● **WHAT YOU WILL DO**:
Could you output every record below exactly, leaving out the pictures?

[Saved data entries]
-- Opening Marker --
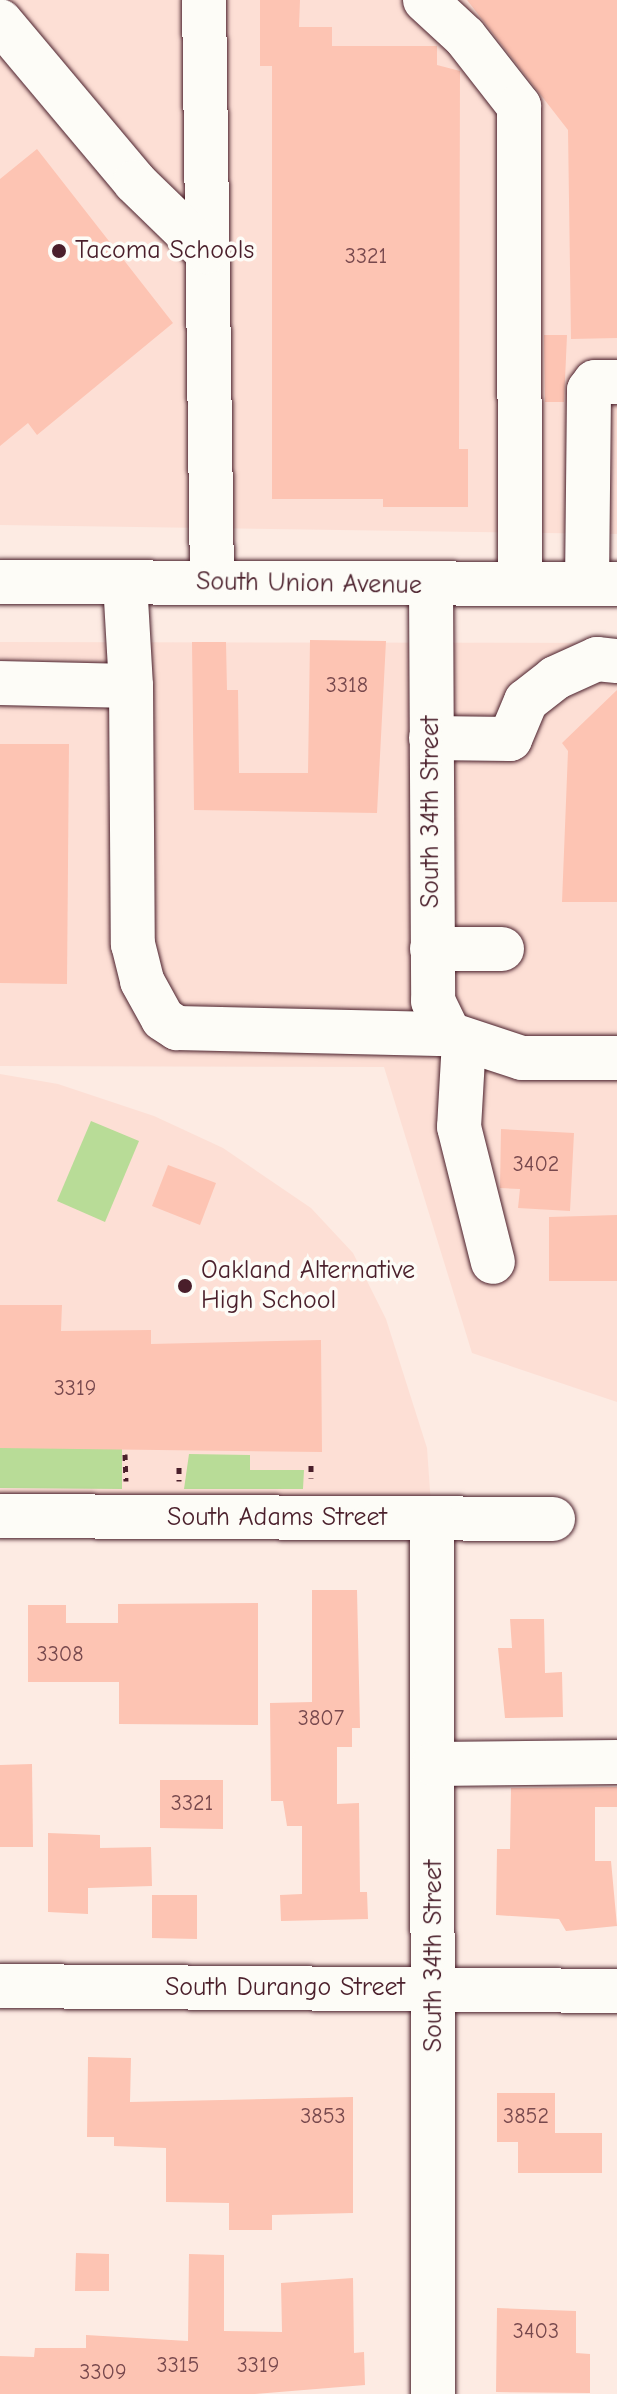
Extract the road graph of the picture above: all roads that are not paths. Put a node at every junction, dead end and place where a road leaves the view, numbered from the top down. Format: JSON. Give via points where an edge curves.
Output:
{"nodes":[{"id":1,"x":204,"y":0,"type":"edge"},
{"id":2,"x":425,"y":0,"type":"edge"},
{"id":3,"x":0,"y":21,"type":"edge"},
{"id":4,"x":207,"y":252,"type":"junction"},
{"id":5,"x":603,"y":386,"type":"edge"},
{"id":6,"x":0,"y":582,"type":"edge"},
{"id":7,"x":125,"y":583,"type":"junction"},
{"id":8,"x":212,"y":583,"type":"junction"},
{"id":9,"x":520,"y":583,"type":"junction"},
{"id":10,"x":602,"y":584,"type":"edge"},
{"id":11,"x":431,"y":585,"type":"junction"},
{"id":12,"x":617,"y":661,"type":"edge"},
{"id":13,"x":0,"y":683,"type":"edge"},
{"id":14,"x":131,"y":686,"type":"junction"},
{"id":15,"x":431,"y":738,"type":"junction"},
{"id":16,"x":432,"y":949,"type":"junction"},
{"id":17,"x":502,"y":949,"type":"dead end"},
{"id":18,"x":457,"y":1038,"type":"junction"},
{"id":19,"x":617,"y":1058,"type":"edge"},
{"id":20,"x":493,"y":1262,"type":"dead end"},
{"id":21,"x":0,"y":1516,"type":"edge"},
{"id":22,"x":432,"y":1519,"type":"junction"},
{"id":23,"x":553,"y":1519,"type":"dead end"},
{"id":24,"x":617,"y":1762,"type":"edge"},
{"id":25,"x":434,"y":1764,"type":"junction"},
{"id":26,"x":0,"y":1986,"type":"edge"},
{"id":27,"x":434,"y":1988,"type":"junction"},
{"id":28,"x":617,"y":1991,"type":"edge"},
{"id":29,"x":433,"y":2394,"type":"edge"}],
"edges":[{"from":1,"to":4,"type":"street"},
{"from":2,"to":9,"type":"street","via":[[465,37],[519,106]]},
{"from":3,"to":4,"type":"street","via":[[135,182]]},
{"from":4,"to":8,"type":"street"},
{"from":5,"to":10,"type":"street"},
{"from":6,"to":7,"type":"street","name":"South Union Avenue"},
{"from":7,"to":8,"type":"street","name":"South Union Avenue"},
{"from":7,"to":14,"type":"street"},
{"from":8,"to":11,"type":"street","name":"South Union Avenue"},
{"from":9,"to":10,"type":"street","name":"South Union Avenue"},
{"from":9,"to":11,"type":"street","name":"South Union Avenue"},
{"from":11,"to":15,"type":"street","name":"South 34th Street"},
{"from":12,"to":15,"type":"street","via":[[597,659],[555,678],[526,701],[510,739]]},
{"from":13,"to":14,"type":"street"},
{"from":14,"to":18,"type":"street","via":[[133,944],[142,981],[163,1019],[185,1028]]},
{"from":15,"to":16,"type":"street","name":"South 34th Street"},
{"from":16,"to":17,"type":"street"},
{"from":16,"to":18,"type":"street","name":"South 34th Street","via":[[433,1001]]},
{"from":18,"to":19,"type":"street","via":[[522,1058]]},
{"from":18,"to":20,"type":"street","via":[[459,1127]]},
{"from":21,"to":22,"type":"street","name":"South Adams Street"},
{"from":22,"to":23,"type":"street","name":"South Adams Street"},
{"from":22,"to":25,"type":"street","name":"South 34th Street"},
{"from":24,"to":25,"type":"street"},
{"from":25,"to":27,"type":"street","name":"South 34th Street"},
{"from":26,"to":27,"type":"street","name":"South Durango Street"},
{"from":27,"to":28,"type":"street","name":"South Durango Street"},
{"from":27,"to":29,"type":"street","name":"South 34th Street"}]}
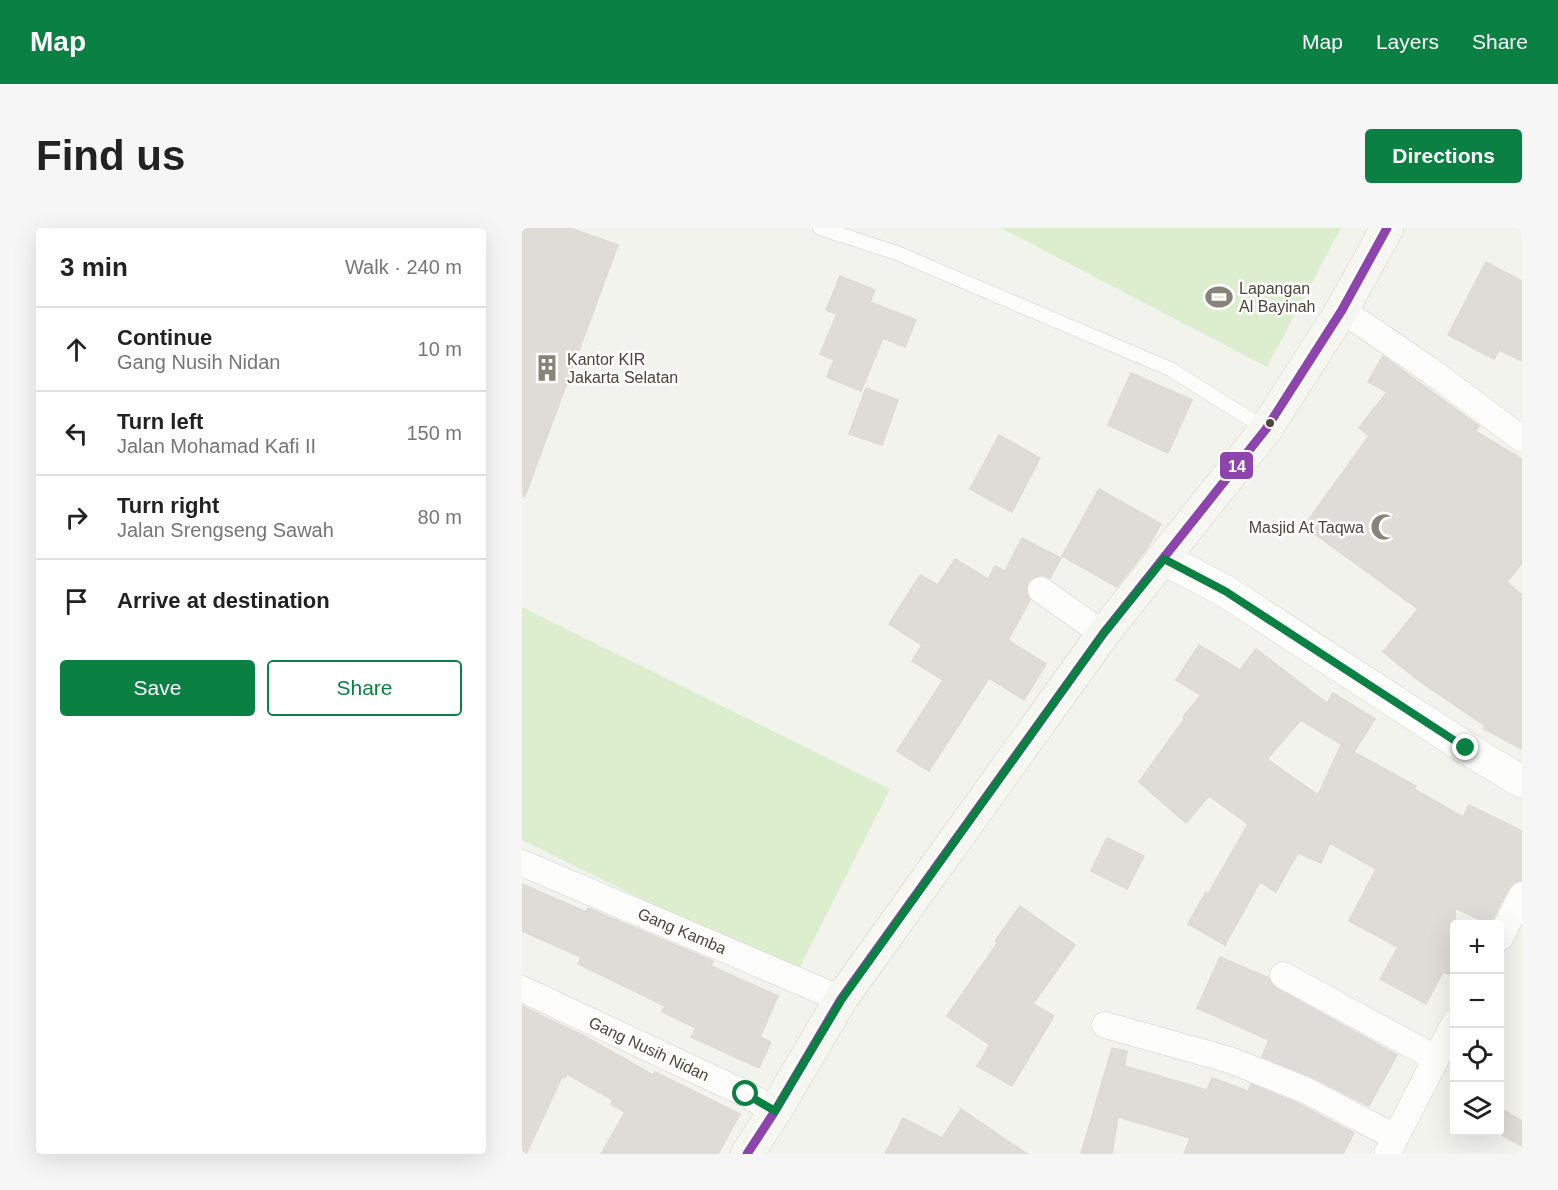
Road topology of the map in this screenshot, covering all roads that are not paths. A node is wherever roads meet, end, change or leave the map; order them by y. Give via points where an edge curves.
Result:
1 (820, 228) edge
2 (1387, 228) edge
3 (1342, 309) junction
4 (1266, 429) junction
5 (1522, 439) edge
6 (1171, 562) junction
7 (1041, 590) dead end
8 (1103, 634) junction
9 (1522, 782) edge
10 (522, 863) edge
11 (1522, 896) edge
12 (1504, 930) edge
13 (1283, 975) dead end
14 (522, 989) edge
15 (842, 999) junction
16 (1105, 1025) dead end
17 (1452, 1028) edge
18 (1435, 1059) junction
19 (775, 1111) junction
20 (1391, 1146) edge
21 (747, 1154) edge

1 - 4 lane via 897,253 1170,369
2 - 3 main road
3 - 4 main road
3 - 5 street
4 - 6 main road
6 - 8 main road
6 - 9 street via 1225,591
7 - 8 street
8 - 15 main road
10 - 15 street, Gang Kamba
11 - 12 street
13 - 18 street
14 - 19 street, Gang Nusih Nidan
15 - 19 main road
16 - 20 street via 1230,1059 1303,1089
17 - 18 street
18 - 20 street
19 - 21 main road

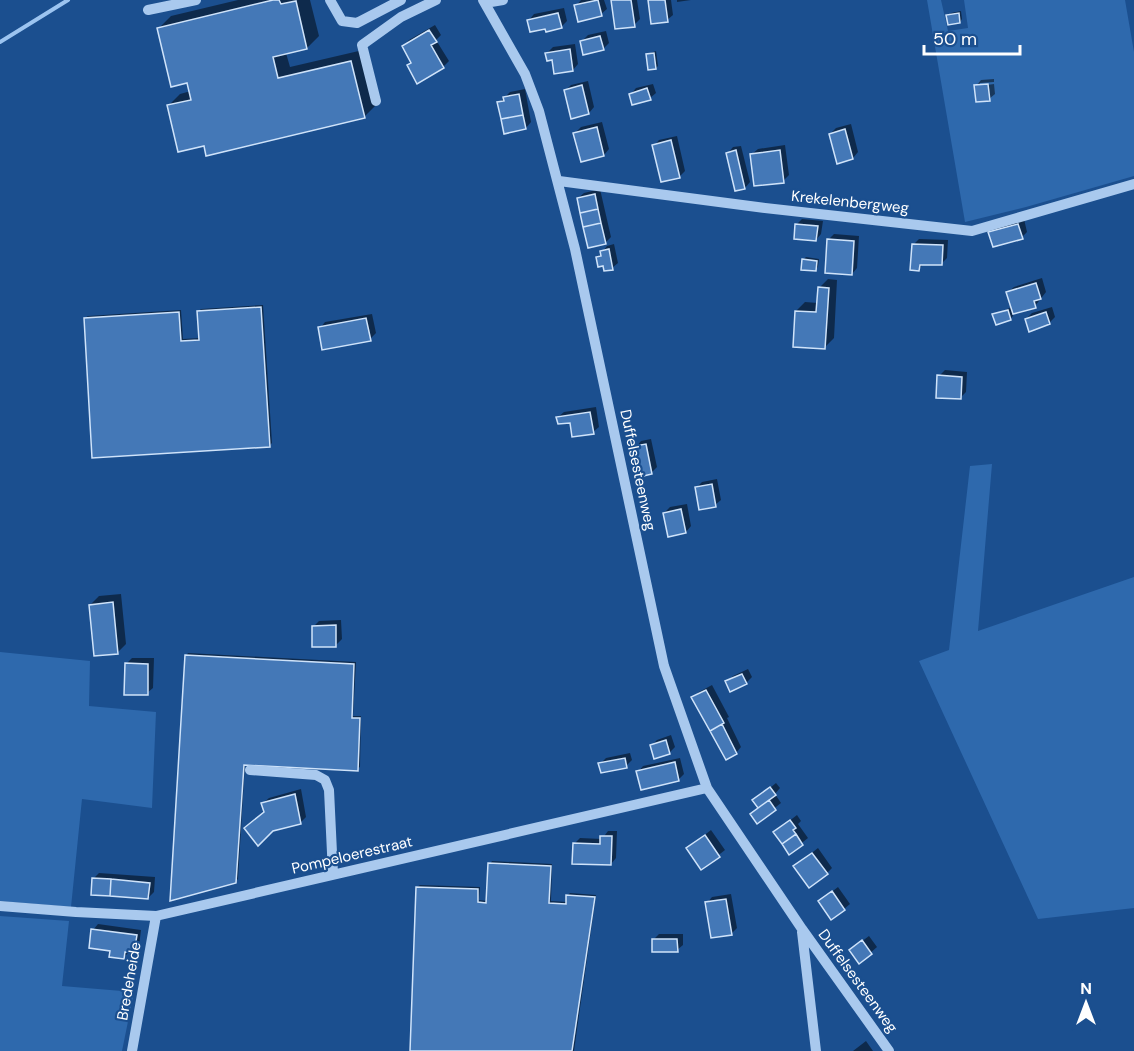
-- Closing Marker --
● **PROBLEM SOLUTION**:
Extract the road graph of the picture above: all roads that are not paths. Put a node at every junction, dead end and place where a road leaves the view, numbered from the top down. Format: JSON. Give via points where an edge curves.
Output:
{"nodes":[{"id":1,"x":204,"y":0,"type":"edge"},
{"id":2,"x":425,"y":0,"type":"edge"},
{"id":3,"x":0,"y":21,"type":"edge"},
{"id":4,"x":207,"y":252,"type":"junction"},
{"id":5,"x":603,"y":386,"type":"edge"},
{"id":6,"x":0,"y":582,"type":"edge"},
{"id":7,"x":125,"y":583,"type":"junction"},
{"id":8,"x":212,"y":583,"type":"junction"},
{"id":9,"x":520,"y":583,"type":"junction"},
{"id":10,"x":602,"y":584,"type":"edge"},
{"id":11,"x":431,"y":585,"type":"junction"},
{"id":12,"x":617,"y":661,"type":"edge"},
{"id":13,"x":0,"y":683,"type":"edge"},
{"id":14,"x":131,"y":686,"type":"junction"},
{"id":15,"x":431,"y":738,"type":"junction"},
{"id":16,"x":432,"y":949,"type":"junction"},
{"id":17,"x":502,"y":949,"type":"dead end"},
{"id":18,"x":457,"y":1038,"type":"junction"},
{"id":19,"x":617,"y":1058,"type":"edge"},
{"id":20,"x":493,"y":1262,"type":"dead end"},
{"id":21,"x":0,"y":1516,"type":"edge"},
{"id":22,"x":432,"y":1519,"type":"junction"},
{"id":23,"x":553,"y":1519,"type":"dead end"},
{"id":24,"x":617,"y":1762,"type":"edge"},
{"id":25,"x":434,"y":1764,"type":"junction"},
{"id":26,"x":0,"y":1986,"type":"edge"},
{"id":27,"x":434,"y":1988,"type":"junction"},
{"id":28,"x":617,"y":1991,"type":"edge"},
{"id":29,"x":433,"y":2394,"type":"edge"}],
"edges":[{"from":1,"to":4,"type":"street"},
{"from":2,"to":9,"type":"street","via":[[465,37],[519,106]]},
{"from":3,"to":4,"type":"street","via":[[135,182]]},
{"from":4,"to":8,"type":"street"},
{"from":5,"to":10,"type":"street"},
{"from":6,"to":7,"type":"street","name":"South Union Avenue"},
{"from":7,"to":8,"type":"street","name":"South Union Avenue"},
{"from":7,"to":14,"type":"street"},
{"from":8,"to":11,"type":"street","name":"South Union Avenue"},
{"from":9,"to":10,"type":"street","name":"South Union Avenue"},
{"from":9,"to":11,"type":"street","name":"South Union Avenue"},
{"from":11,"to":15,"type":"street","name":"South 34th Street"},
{"from":12,"to":15,"type":"street","via":[[597,659],[555,678],[526,701],[510,739]]},
{"from":13,"to":14,"type":"street"},
{"from":14,"to":18,"type":"street","via":[[133,944],[142,981],[163,1019],[185,1028]]},
{"from":15,"to":16,"type":"street","name":"South 34th Street"},
{"from":16,"to":17,"type":"street"},
{"from":16,"to":18,"type":"street","name":"South 34th Street","via":[[433,1001]]},
{"from":18,"to":19,"type":"street","via":[[522,1058]]},
{"from":18,"to":20,"type":"street","via":[[459,1127]]},
{"from":21,"to":22,"type":"street","name":"South Adams Street"},
{"from":22,"to":23,"type":"street","name":"South Adams Street"},
{"from":22,"to":25,"type":"street","name":"South 34th Street"},
{"from":24,"to":25,"type":"street"},
{"from":25,"to":27,"type":"street","name":"South 34th Street"},
{"from":26,"to":27,"type":"street","name":"South Durango Street"},
{"from":27,"to":28,"type":"street","name":"South Durango Street"},
{"from":27,"to":29,"type":"street","name":"South 34th Street"}]}
Road topology of the map in this screenshot, covering all roads that are not paths. A node is wherever roads meet, end, change or leave the map; order them by y. Give via points where an edge curves.
Result:
1 (820, 228) edge
2 (1387, 228) edge
3 (1342, 309) junction
4 (1266, 429) junction
5 (1522, 439) edge
6 (1171, 562) junction
7 (1041, 590) dead end
8 (1103, 634) junction
9 (1522, 782) edge
10 (522, 863) edge
11 (1522, 896) edge
12 (1504, 930) edge
13 (1283, 975) dead end
14 (522, 989) edge
15 (842, 999) junction
16 (1105, 1025) dead end
17 (1452, 1028) edge
18 (1435, 1059) junction
19 (775, 1111) junction
20 (1391, 1146) edge
21 (747, 1154) edge

1 - 4 lane via 897,253 1170,369
2 - 3 main road
3 - 4 main road
3 - 5 street
4 - 6 main road
6 - 8 main road
6 - 9 street via 1225,591
7 - 8 street
8 - 15 main road
10 - 15 street, Gang Kamba
11 - 12 street
13 - 18 street
14 - 19 street, Gang Nusih Nidan
15 - 19 main road
16 - 20 street via 1230,1059 1303,1089
17 - 18 street
18 - 20 street
19 - 21 main road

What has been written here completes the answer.